多囊肝与多囊肾均为遗传性疾病,多囊肝主要由常染色体显性遗传致POLC1等基因异常,囊肿局限肝脏;多囊肾分常染色体显性(ADPKD由PKD1和PKD2基因异常致)和隐性(ARPKD由PKHD1基因缺陷致),ADPKD累及双肾及多肾外表现,ARPKD发病早且多器官受累。两者临床表现、影像学表现有差异,治疗原则与预后不同,有家族史人群需基因检测、遗传咨询及产前诊断等。
多囊肾:多囊肾分为常染色体显性多囊肾(ADPKD)和常染色体隐性多囊肾(ARPKD),ADPKD是最常见的类型,由PKD1和PKD2基因异常导致常染色体显性遗传;ARPKD则是常染色体隐性遗传,由PKHD1基因缺陷引起,发病时间较早,常在婴儿期或儿童期就有表现。
囊肿分布与累及器官
多囊肝:囊肿主要局限于肝脏,可单发或多发,大小不等,随着病情进展,肝脏会逐渐增大,囊肿可压迫周围肝组织,影响肝脏的正常结构和功能,但一般较少累及其他重要脏器,除非病情终末期出现门脉高压等继发改变。
多囊肾:囊肿主要累及双侧肾脏,双肾布满大小不等的囊肿,随着囊肿增大,肾脏体积明显增大,外形不规则。除肾脏外,还常伴有肝囊肿、胰腺囊肿、颅内动脉瘤等肾外表现,ARPKD还可累及肝脏、胰腺、脾脏等多个器官,导致相应器官的功能异常。
临床表现差异
多囊肝:早期通常无明显症状,随着囊肿增大,可能出现右上腹隐痛、腹胀等不适,当囊肿压迫胆管时,可引起黄疸;若囊肿破裂出血,可出现剧烈腹痛。一般肝功能损害相对较轻,除非囊肿广泛分布导致大量肝细胞受压,才会出现肝功能减退的表现,如乏力、食欲减退等。
多囊肾:早期可无明显症状,部分患者在40岁左右开始出现症状,主要表现为腰部疼痛(多为双侧)、血尿、高血压等。随着病情进展,肾脏功能逐渐减退,出现肾功能不全的表现,如水肿、恶心、呕吐、贫血等。ARPKD患儿在婴儿期可能出现呼吸困难、腹部肿块等表现,由于肾脏和肝脏等多器官受累,生长发育往往落后于同龄人。
影像学表现特点
多囊肝:超声检查可见肝脏内多个无回声区,边界清晰;CT检查表现为肝脏内散在或弥漫分布的低密度影,增强扫描囊肿无强化;MRI检查T1加权像呈低信号,T2加权像呈高信号。

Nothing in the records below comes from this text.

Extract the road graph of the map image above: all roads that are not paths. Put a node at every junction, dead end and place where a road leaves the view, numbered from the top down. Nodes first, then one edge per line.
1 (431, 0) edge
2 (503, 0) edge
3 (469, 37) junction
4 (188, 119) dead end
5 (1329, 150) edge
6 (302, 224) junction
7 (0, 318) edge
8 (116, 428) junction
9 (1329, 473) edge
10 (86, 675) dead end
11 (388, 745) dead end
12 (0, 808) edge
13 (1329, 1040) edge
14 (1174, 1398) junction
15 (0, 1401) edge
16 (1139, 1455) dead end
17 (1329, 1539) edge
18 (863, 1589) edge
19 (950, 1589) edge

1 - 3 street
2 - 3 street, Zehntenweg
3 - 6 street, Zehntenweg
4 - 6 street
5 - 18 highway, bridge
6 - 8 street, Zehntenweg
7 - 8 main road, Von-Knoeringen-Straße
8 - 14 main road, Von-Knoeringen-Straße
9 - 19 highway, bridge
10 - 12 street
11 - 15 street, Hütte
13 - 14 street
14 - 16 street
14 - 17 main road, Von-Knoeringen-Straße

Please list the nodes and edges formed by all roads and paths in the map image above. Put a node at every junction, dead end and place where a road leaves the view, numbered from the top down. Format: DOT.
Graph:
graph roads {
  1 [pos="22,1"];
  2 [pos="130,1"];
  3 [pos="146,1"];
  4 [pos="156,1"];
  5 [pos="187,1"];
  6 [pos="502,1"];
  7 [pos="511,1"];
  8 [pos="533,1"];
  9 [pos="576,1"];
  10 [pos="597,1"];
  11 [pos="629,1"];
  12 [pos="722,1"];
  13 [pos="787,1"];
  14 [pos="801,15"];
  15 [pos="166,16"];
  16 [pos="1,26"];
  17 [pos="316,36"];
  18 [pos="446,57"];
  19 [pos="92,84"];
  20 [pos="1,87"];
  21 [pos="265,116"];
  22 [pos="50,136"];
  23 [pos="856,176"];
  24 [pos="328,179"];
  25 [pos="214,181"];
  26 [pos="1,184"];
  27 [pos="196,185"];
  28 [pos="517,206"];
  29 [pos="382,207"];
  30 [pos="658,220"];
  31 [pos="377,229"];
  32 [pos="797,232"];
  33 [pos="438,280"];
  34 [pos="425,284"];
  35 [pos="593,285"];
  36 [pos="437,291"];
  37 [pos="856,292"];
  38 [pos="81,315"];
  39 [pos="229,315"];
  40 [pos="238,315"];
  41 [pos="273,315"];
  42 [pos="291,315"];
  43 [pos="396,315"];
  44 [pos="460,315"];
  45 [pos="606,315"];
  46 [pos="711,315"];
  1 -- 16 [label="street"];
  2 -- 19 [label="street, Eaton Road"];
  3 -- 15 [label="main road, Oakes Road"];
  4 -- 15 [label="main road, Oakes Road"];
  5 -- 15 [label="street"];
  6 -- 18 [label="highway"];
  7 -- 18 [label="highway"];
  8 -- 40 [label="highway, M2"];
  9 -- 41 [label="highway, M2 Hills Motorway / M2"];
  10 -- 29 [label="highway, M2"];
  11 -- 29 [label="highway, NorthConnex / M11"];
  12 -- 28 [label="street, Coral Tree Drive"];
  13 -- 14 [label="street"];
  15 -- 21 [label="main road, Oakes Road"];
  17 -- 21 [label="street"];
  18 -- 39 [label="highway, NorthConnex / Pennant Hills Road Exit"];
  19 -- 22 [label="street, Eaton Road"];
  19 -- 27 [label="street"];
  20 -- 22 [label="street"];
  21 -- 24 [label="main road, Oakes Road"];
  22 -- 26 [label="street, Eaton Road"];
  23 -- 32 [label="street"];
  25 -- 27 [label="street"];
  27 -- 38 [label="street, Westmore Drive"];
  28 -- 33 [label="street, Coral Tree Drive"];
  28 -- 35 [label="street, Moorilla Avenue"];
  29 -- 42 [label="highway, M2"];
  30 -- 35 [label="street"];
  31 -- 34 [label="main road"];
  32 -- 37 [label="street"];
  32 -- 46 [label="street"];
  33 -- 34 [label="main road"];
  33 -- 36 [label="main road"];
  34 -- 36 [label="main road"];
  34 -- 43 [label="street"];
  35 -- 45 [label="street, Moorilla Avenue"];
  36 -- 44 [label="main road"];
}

多囊肾:超声检查双肾可见多个液性暗区,大小不等;CT检查双肾体积增大,肾实质内布满圆形或类圆形囊性低密度影,边界清楚;MRI检查T1加权像为低信号,T2加权像为高信号,肾脏形态不规则,肾实质变薄。
治疗原则与预后
多囊肝:对于无症状的多囊肝患者,一般定期随访观察,监测囊肿大小及肝脏功能变化。当囊肿较大(直径>10cm)出现压迫症状或怀疑恶变时,可考虑超声引导下囊肿穿刺硬化治疗或手术切除部分囊肿。预后相对较好,若能早期发现并合理处理,一般不严重影响寿命,但如果出现严重并发症如肝功能衰竭等,预后较差。
多囊肾:ADPKD患者早期主要控制血压、减少囊肿生长速度,可使用降压药物如ACEI/ARB类药物。对于终末期肾病患者,需进行肾脏替代治疗,如透析或肾移植。ARPKD患者预后较差,多数在儿童期因肾功能衰竭、呼吸衰竭等原因死亡。年龄较小的患儿由于各器官发育尚未成熟,治疗面临更多挑战,需要综合考虑多器官受累的情况制定个体化治疗方案。对于有家族遗传史的人群,应进行基因检测和遗传咨询,评估后代患病风险,孕妇可通过产前基因诊断等手段早期发现胎儿是否患病,以便采取相应的处理措施。